Concepts of Cost
The concept of cost is very important in micro economics because it is used to find out total revenue, total cost determines the amount of profit. Therefore a firm always tries to minimize its cost. In order to produce goods, a firm uses materials and factors of production (land, labour, capital etc.) called - inputs. The expenditure incurred on these inputs is called - cost of production.

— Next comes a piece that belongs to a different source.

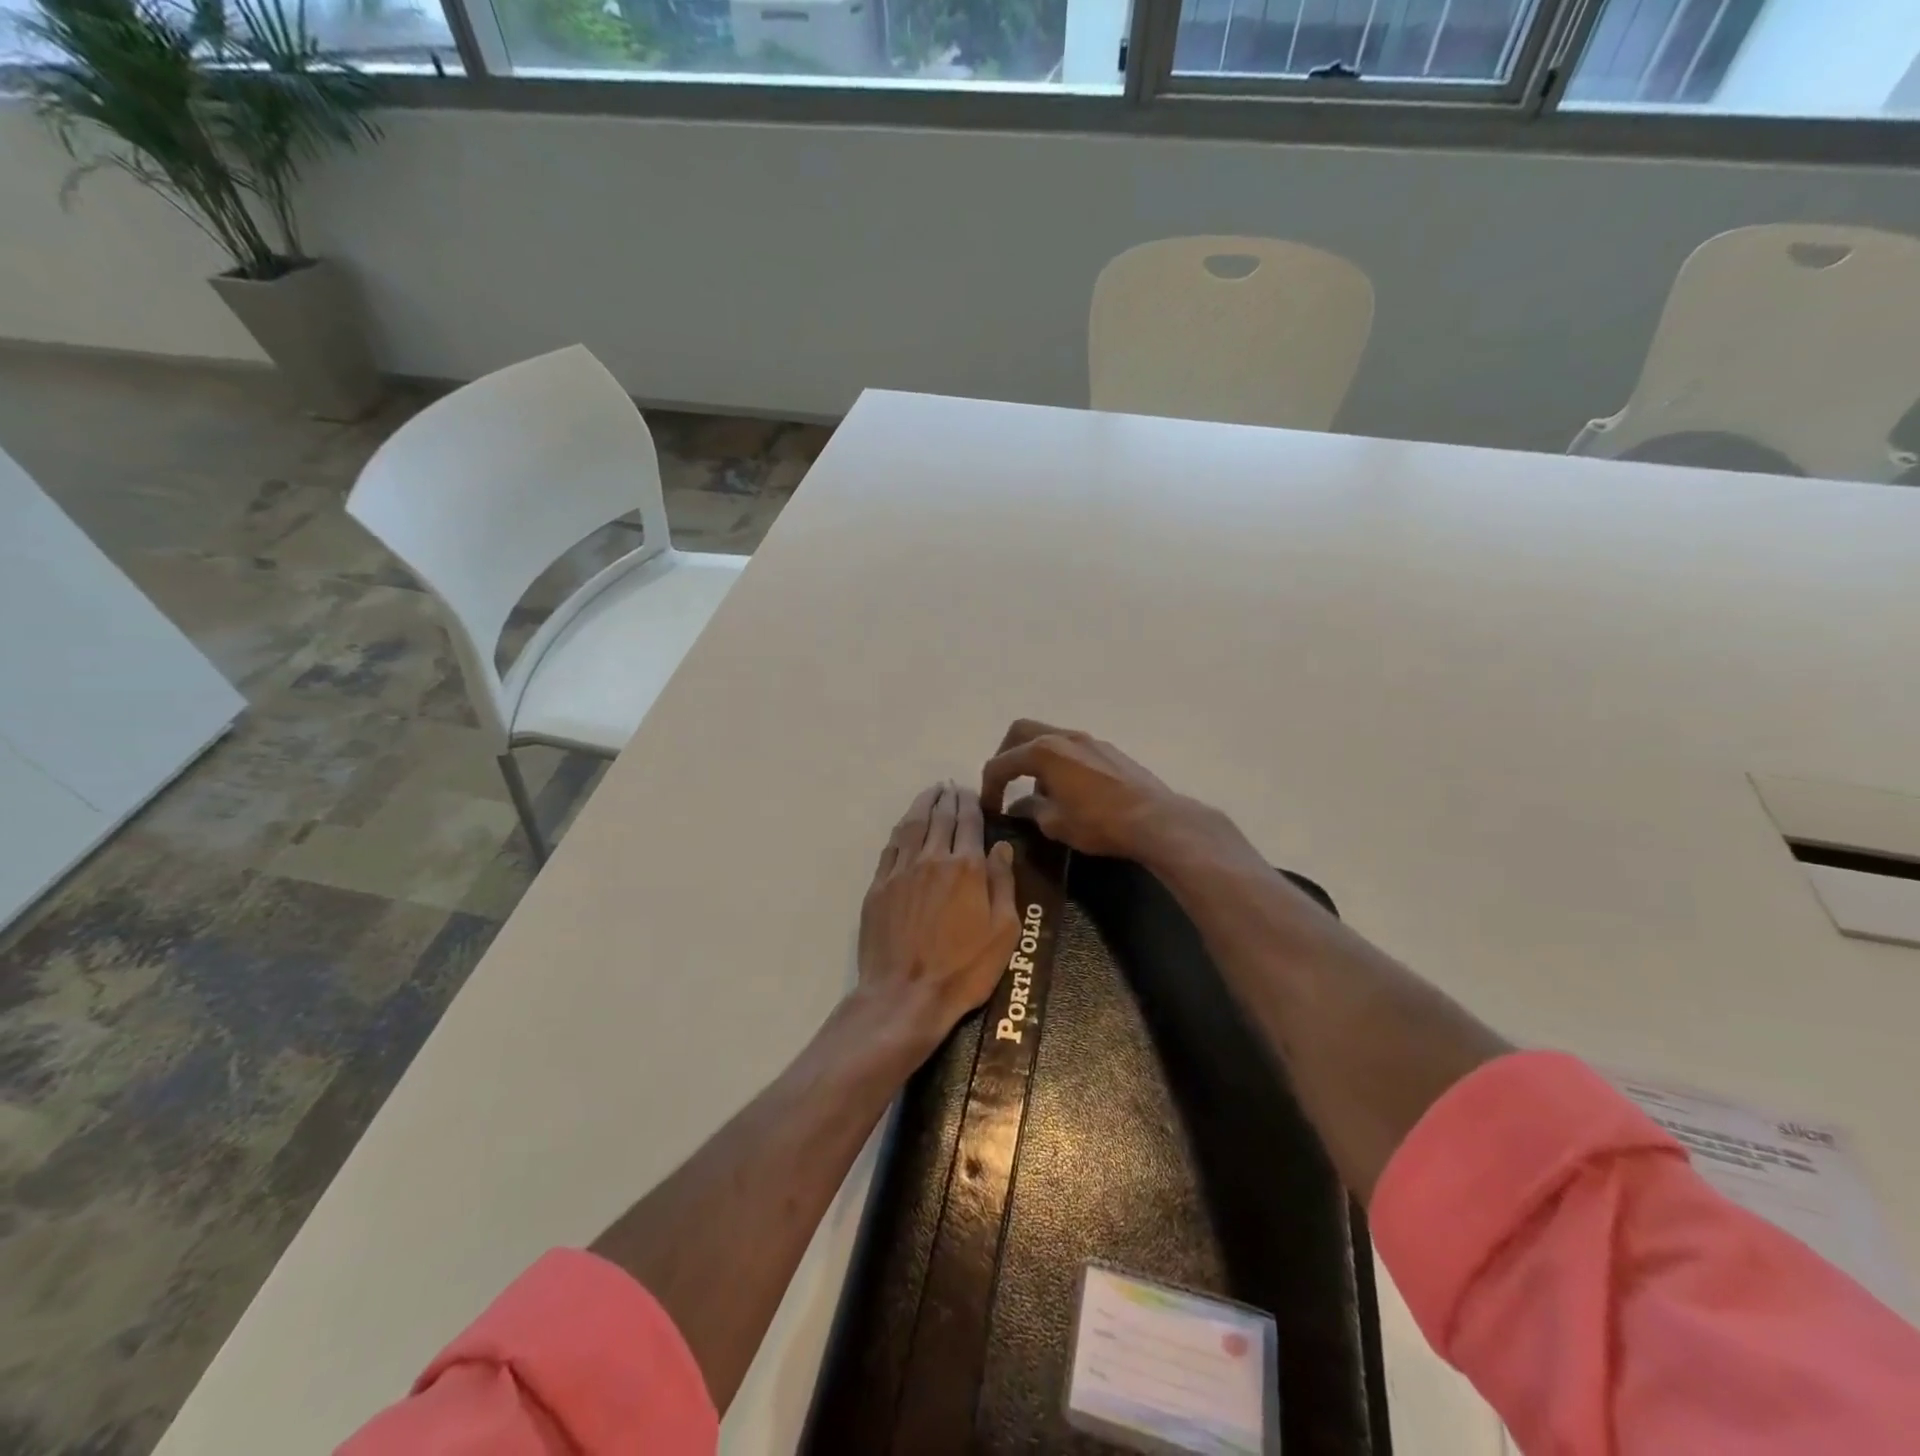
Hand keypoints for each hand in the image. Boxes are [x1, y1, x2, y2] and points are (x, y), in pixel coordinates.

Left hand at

In economics, the term 'cost' is used in a variety of way such as:
- Money cost
- Real cost
- Opportunity cost
- Explicit cost
- Implicit cost
- Private cost
- Social cost
- Accounting cost and
- Economic cost
Short - run and Long - run Cost
When economists examine firms over time they must define the short-run and long-run.
- Short run:
- Only some input (e.g. labour) can be adjusted
- Not enough time to adjust all input ( such as Capital(K))
- Long run:
- Long enough time to adjust all input (K as well as Labout(L))
Short - run Total Cost
In short - run, some factors of production are fixed while some are variable. Accordingly, the costs of production of the firm in the short - run are divided into fixed costs and variable costs.
1. Total Fixed Costs (TFC)
- Total costs of fixed factors are known as Total Fixed Costs.
- These costs don't vary with the change in volume of output.
- Whether the output is zero or maximum, fixed costs remain the same.
- These costs are also known as supplementary costs or indirect costs.
- Total fixed costs include costs like as rent, wages of permanent employees, interest on fixed capital, insurance charges and property tax.
2. Total Variable Cost (TVC)
- Total variable costs are cost of variable factors.
- When output changes these costs also change.
- As the output increases, these cost also increase and vice-versa.
- When output is zero, these costs are also zero.
- These costs are also called Prime cost or Direct cost.
- Total variable costs include expenses like as purchases of raw materials, wages of casual labour, expenses on electricity etc.
3. Total Cost (TC)
- Total costs are the total expenses incurred by a firm in producing a given quantity of a commodity.
- Total costs consist of total fixed costs (TFC) and total variable costs (TVC).